━━ Data extracts ━━
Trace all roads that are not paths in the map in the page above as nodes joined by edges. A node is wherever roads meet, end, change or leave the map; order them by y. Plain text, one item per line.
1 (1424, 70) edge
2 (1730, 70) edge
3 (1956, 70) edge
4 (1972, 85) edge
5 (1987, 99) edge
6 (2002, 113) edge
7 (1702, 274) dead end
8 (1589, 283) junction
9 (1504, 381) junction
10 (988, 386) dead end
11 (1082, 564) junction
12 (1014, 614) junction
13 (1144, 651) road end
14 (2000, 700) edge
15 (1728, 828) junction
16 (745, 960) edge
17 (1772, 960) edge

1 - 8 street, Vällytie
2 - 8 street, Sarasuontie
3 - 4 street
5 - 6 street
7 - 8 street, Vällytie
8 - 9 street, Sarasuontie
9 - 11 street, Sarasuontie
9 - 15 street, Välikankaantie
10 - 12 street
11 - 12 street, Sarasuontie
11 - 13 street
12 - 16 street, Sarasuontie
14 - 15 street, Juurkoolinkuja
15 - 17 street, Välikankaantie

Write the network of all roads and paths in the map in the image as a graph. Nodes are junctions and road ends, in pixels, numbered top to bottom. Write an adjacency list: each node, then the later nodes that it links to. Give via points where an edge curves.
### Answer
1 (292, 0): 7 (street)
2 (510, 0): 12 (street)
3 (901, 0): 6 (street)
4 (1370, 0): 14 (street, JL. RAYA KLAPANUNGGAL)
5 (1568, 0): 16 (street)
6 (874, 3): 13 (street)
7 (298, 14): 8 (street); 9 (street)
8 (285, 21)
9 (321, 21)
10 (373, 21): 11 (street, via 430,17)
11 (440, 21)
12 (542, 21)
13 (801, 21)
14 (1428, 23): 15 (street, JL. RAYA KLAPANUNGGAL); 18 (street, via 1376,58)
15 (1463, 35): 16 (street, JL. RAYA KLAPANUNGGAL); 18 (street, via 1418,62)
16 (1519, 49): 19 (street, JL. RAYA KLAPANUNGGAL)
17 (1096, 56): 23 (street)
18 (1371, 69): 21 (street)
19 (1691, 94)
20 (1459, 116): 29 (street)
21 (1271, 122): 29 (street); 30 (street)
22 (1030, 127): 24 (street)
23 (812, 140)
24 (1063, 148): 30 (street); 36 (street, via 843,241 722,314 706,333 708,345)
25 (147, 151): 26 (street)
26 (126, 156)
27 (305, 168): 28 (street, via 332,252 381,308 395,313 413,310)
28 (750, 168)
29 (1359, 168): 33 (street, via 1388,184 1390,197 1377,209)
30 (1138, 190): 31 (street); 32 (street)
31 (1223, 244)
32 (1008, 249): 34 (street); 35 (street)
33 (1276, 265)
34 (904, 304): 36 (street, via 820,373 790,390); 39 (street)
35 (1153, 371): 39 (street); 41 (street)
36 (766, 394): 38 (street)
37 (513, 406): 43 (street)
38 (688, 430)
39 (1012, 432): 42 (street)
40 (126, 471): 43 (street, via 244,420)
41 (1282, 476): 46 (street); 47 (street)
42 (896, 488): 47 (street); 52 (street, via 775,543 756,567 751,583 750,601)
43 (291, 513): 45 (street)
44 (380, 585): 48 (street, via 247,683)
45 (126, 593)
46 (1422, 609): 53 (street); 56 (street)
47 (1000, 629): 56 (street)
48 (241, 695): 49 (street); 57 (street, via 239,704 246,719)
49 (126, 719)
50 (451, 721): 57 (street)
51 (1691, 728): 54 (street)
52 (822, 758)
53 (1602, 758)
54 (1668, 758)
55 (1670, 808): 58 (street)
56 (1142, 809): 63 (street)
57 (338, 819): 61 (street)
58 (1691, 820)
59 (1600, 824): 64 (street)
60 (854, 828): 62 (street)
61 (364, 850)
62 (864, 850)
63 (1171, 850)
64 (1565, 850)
━━━
Work to complete:
Transcribe the records above in full, exactly as they stand.

Exercise output:
Trace all roads that are not paths in the map in the page above as nodes joined by edges. A node is wherever roads meet, end, change or leave the map; order them by y. Plain text, one item per line.
1 (1424, 70) edge
2 (1730, 70) edge
3 (1956, 70) edge
4 (1972, 85) edge
5 (1987, 99) edge
6 (2002, 113) edge
7 (1702, 274) dead end
8 (1589, 283) junction
9 (1504, 381) junction
10 (988, 386) dead end
11 (1082, 564) junction
12 (1014, 614) junction
13 (1144, 651) road end
14 (2000, 700) edge
15 (1728, 828) junction
16 (745, 960) edge
17 (1772, 960) edge

1 - 8 street, Vällytie
2 - 8 street, Sarasuontie
3 - 4 street
5 - 6 street
7 - 8 street, Vällytie
8 - 9 street, Sarasuontie
9 - 11 street, Sarasuontie
9 - 15 street, Välikankaantie
10 - 12 street
11 - 12 street, Sarasuontie
11 - 13 street
12 - 16 street, Sarasuontie
14 - 15 street, Juurkoolinkuja
15 - 17 street, Välikankaantie

Write the network of all roads and paths in the map in the image as a graph. Nodes are junctions and road ends, in pixels, numbered top to bottom. Write an adjacency list: each node, then the later nodes that it links to. Give via points where an edge curves.
### Answer
1 (292, 0): 7 (street)
2 (510, 0): 12 (street)
3 (901, 0): 6 (street)
4 (1370, 0): 14 (street, JL. RAYA KLAPANUNGGAL)
5 (1568, 0): 16 (street)
6 (874, 3): 13 (street)
7 (298, 14): 8 (street); 9 (street)
8 (285, 21)
9 (321, 21)
10 (373, 21): 11 (street, via 430,17)
11 (440, 21)
12 (542, 21)
13 (801, 21)
14 (1428, 23): 15 (street, JL. RAYA KLAPANUNGGAL); 18 (street, via 1376,58)
15 (1463, 35): 16 (street, JL. RAYA KLAPANUNGGAL); 18 (street, via 1418,62)
16 (1519, 49): 19 (street, JL. RAYA KLAPANUNGGAL)
17 (1096, 56): 23 (street)
18 (1371, 69): 21 (street)
19 (1691, 94)
20 (1459, 116): 29 (street)
21 (1271, 122): 29 (street); 30 (street)
22 (1030, 127): 24 (street)
23 (812, 140)
24 (1063, 148): 30 (street); 36 (street, via 843,241 722,314 706,333 708,345)
25 (147, 151): 26 (street)
26 (126, 156)
27 (305, 168): 28 (street, via 332,252 381,308 395,313 413,310)
28 (750, 168)
29 (1359, 168): 33 (street, via 1388,184 1390,197 1377,209)
30 (1138, 190): 31 (street); 32 (street)
31 (1223, 244)
32 (1008, 249): 34 (street); 35 (street)
33 (1276, 265)
34 (904, 304): 36 (street, via 820,373 790,390); 39 (street)
35 (1153, 371): 39 (street); 41 (street)
36 (766, 394): 38 (street)
37 (513, 406): 43 (street)
38 (688, 430)
39 (1012, 432): 42 (street)
40 (126, 471): 43 (street, via 244,420)
41 (1282, 476): 46 (street); 47 (street)
42 (896, 488): 47 (street); 52 (street, via 775,543 756,567 751,583 750,601)
43 (291, 513): 45 (street)
44 (380, 585): 48 (street, via 247,683)
45 (126, 593)
46 (1422, 609): 53 (street); 56 (street)
47 (1000, 629): 56 (street)
48 (241, 695): 49 (street); 57 (street, via 239,704 246,719)
49 (126, 719)
50 (451, 721): 57 (street)
51 (1691, 728): 54 (street)
52 (822, 758)
53 (1602, 758)
54 (1668, 758)
55 (1670, 808): 58 (street)
56 (1142, 809): 63 (street)
57 (338, 819): 61 (street)
58 (1691, 820)
59 (1600, 824): 64 (street)
60 (854, 828): 62 (street)
61 (364, 850)
62 (864, 850)
63 (1171, 850)
64 (1565, 850)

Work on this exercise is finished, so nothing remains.